Boys are more likely than girls to be diagnosed with attention deficit hyperactivity disorder, a condition characterized by difficulty paying attention and controlling behavior. But new research suggests that the consequences for girls with the disorder can be particularly serious.
Girls with ADHD have high rates of self-injury and attempts of suicide during their teenage years, a study published in the Journal of Consulting and Clinical Psychology found.
"We were floored by these findings," said study author Stephen P. Hinshaw, a professor of psychology at the University of California, Berkeley. "This rate of self-destructive behavior was shocking, and it shows that the longterm consequences of ADHD are not trivial."
According to the Centers for Disease Control and Prevention, approximately 5 million children aged 3 to 17 years had ADHD in 2010. According to the 2010 survey, 11 percent of boys had received an ADHD diagnosis, compared to about 6 percent of girls.
Hinshaw and his colleagues began looking at ADHD in females in the late 1990s, studying a group of 148 girls in the San Francisco area with the disorder who were between the ages of 6 and 12. For the just-published study, the researchers followed-up with 95 percent of the girls in that original group, now between the ages of 17 and 24. They checked on the girls' behavior and academic progress, comparing them to a control group of women of the same age, without ADHD.
More than half of the girls with a sub-type of ADHD characterized by inattention as well as hyperactivity or impulsivity had engaged in some form of self-harm, such as cutting, burning or pulling out chunks of their hair.
In addition, approximately one-fifth of the girls with that sub-type of ADHD had attempted suicide. But girls whose ADHD was defined solely by inattention showed no increase in rates of self-injury or risk of suicide.
"This research emphasizes that parents of ADHD girls need to continue to be vigilant about their daughters' well-being even after they graduate from high school," said Steven Meyers, a professor of psychology at Roosevelt University and a clinical psychologist based in Chicago, who did not work on the study. "As children enter young adulthood and go off to college or find their first job, an early ADHD diagnosis can serve as a marker for risk and adversity."
Mental health experts do not yet have a grasp on what causes girls with ADHD to harm themselves. However, Hinshaw offered a few hypotheses.

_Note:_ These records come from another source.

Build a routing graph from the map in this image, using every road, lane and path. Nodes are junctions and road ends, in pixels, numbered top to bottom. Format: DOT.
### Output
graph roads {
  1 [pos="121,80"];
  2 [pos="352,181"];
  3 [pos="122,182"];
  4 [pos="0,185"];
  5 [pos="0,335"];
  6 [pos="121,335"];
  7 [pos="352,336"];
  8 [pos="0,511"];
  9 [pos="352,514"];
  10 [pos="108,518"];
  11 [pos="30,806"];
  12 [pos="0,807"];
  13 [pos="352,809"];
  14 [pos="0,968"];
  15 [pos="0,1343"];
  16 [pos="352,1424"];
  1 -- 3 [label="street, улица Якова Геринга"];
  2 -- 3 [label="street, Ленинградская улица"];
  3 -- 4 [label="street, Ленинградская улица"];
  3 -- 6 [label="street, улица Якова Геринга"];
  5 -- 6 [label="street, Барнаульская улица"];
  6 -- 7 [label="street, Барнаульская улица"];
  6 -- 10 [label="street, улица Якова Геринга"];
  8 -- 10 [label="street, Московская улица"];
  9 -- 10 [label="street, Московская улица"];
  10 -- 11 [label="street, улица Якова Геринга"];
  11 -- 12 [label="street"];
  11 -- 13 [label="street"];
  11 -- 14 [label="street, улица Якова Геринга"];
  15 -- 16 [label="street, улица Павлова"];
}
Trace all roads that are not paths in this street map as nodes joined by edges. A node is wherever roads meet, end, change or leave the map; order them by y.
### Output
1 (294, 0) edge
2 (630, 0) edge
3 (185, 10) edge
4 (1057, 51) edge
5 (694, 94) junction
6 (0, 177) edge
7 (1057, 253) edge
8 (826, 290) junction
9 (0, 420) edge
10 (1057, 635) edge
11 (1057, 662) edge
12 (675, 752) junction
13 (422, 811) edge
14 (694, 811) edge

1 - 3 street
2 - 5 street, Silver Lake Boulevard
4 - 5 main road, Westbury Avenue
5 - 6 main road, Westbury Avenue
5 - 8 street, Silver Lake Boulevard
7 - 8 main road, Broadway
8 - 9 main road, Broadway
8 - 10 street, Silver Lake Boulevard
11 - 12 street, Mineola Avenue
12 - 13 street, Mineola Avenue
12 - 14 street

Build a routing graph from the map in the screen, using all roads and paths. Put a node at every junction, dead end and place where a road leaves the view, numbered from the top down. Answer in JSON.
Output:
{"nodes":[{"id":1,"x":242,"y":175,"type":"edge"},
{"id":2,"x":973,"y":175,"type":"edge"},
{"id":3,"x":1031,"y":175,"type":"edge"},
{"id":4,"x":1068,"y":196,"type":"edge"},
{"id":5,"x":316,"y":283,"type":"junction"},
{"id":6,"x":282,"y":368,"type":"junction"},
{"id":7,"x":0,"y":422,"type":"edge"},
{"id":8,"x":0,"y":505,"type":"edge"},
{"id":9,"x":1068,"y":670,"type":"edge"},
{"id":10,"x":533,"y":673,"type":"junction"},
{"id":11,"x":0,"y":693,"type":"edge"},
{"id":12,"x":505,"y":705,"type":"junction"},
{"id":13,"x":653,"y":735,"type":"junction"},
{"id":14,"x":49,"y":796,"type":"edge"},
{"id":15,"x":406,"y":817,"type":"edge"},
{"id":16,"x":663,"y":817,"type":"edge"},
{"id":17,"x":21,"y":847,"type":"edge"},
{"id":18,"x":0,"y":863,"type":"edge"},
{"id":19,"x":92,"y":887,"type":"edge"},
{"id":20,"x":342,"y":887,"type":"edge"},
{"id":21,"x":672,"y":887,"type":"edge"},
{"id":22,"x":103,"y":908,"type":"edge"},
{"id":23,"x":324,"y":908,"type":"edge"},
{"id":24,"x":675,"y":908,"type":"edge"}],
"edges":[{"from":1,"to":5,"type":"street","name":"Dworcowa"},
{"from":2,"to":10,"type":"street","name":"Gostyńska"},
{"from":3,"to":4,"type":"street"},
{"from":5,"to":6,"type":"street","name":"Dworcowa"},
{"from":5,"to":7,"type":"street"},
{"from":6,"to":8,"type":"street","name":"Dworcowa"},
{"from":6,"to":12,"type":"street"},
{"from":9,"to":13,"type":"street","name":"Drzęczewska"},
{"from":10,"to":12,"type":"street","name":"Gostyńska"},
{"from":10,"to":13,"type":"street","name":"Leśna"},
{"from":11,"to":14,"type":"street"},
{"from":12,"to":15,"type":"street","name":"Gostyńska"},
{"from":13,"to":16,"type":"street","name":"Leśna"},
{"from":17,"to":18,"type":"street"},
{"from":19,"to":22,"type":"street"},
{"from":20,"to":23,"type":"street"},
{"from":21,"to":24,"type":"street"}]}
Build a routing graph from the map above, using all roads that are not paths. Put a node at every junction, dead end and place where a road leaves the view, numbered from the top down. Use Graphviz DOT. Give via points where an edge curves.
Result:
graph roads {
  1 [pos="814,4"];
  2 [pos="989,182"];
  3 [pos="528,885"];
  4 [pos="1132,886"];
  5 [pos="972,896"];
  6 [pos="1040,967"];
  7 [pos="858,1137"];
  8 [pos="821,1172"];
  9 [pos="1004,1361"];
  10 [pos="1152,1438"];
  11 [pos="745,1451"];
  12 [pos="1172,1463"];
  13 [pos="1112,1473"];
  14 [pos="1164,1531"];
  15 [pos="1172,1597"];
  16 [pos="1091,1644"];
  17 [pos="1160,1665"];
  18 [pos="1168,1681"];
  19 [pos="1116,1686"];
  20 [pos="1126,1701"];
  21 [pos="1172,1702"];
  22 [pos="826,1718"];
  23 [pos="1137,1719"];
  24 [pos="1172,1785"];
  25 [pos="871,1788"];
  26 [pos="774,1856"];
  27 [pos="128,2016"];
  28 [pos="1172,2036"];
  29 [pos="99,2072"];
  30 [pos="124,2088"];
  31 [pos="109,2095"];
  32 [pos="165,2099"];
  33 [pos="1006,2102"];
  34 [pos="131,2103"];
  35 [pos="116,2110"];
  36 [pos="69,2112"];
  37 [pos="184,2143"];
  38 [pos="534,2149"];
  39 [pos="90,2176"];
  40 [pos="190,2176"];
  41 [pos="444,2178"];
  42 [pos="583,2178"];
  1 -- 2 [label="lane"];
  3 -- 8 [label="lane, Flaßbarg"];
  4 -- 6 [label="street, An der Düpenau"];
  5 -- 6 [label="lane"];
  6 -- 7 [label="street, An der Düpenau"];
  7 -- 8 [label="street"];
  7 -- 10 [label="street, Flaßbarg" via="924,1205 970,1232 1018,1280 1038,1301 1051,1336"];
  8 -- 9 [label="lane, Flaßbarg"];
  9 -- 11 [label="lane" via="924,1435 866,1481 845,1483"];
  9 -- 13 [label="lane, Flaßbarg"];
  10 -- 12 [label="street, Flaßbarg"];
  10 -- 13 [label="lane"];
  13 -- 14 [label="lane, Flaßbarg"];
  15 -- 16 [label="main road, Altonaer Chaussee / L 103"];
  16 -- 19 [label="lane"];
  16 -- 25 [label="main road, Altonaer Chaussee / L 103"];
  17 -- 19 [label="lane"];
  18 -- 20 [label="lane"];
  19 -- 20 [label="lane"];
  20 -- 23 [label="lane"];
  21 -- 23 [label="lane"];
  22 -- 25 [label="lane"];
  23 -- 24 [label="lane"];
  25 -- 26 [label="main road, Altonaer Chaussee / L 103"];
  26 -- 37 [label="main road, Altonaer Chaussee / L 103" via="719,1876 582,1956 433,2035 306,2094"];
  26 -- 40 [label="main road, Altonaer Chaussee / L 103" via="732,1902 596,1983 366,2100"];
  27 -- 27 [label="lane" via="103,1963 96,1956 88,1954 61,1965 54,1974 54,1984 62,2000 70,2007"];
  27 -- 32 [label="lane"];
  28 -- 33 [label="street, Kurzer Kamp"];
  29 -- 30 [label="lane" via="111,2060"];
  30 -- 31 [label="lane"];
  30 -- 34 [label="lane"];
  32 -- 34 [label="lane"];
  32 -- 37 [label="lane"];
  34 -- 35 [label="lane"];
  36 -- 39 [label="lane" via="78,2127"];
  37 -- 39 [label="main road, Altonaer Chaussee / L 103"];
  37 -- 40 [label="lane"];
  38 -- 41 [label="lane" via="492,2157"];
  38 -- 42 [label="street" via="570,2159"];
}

ADHD and depression commonly occur together, he said. Though at least 40 percent of the study participants who were diagnosed with ADHD as children no longer met formal criteria for the disorder as they got older, many continued to struggle socially and academically.
"[These girls have] probably spent years being behind the eight ball -- being targeted by peers and falling farther and farther behind academically," Hinshaw said. "Girls are internalizing this, and they're literally destroying themselves."
Another possible factor is impulsivity, which some research has linked to suicidal behavior, he said.
"It's that feeling that 'I've got pain that is unbearable, and I've got to act now,'" Hinshaw explained.
But Meyers, the Roosevelt University professor, cautioned that the new study does not "tease apart" whether girls who harmed themselves had additional mental health disorders during young adulthood. Future research must examine whether the higher rates of self-harm are primarily in girls who have ADHD and co-existing depression, he said.
Over the 10-year period, many of the girls received treatment for their ADHD, including medication and counseling, although it was often sporadic.
Hinshaw said that the study highlights the need for parents and mental health providers to take ADHD in girls seriously and to make sure they get thorough assessments.
"Too many clinicians and doctors think that this is a boy's disorder and that girls don't get it," Hinshaw said. "Our study shows that when they do, the consequences are very serious."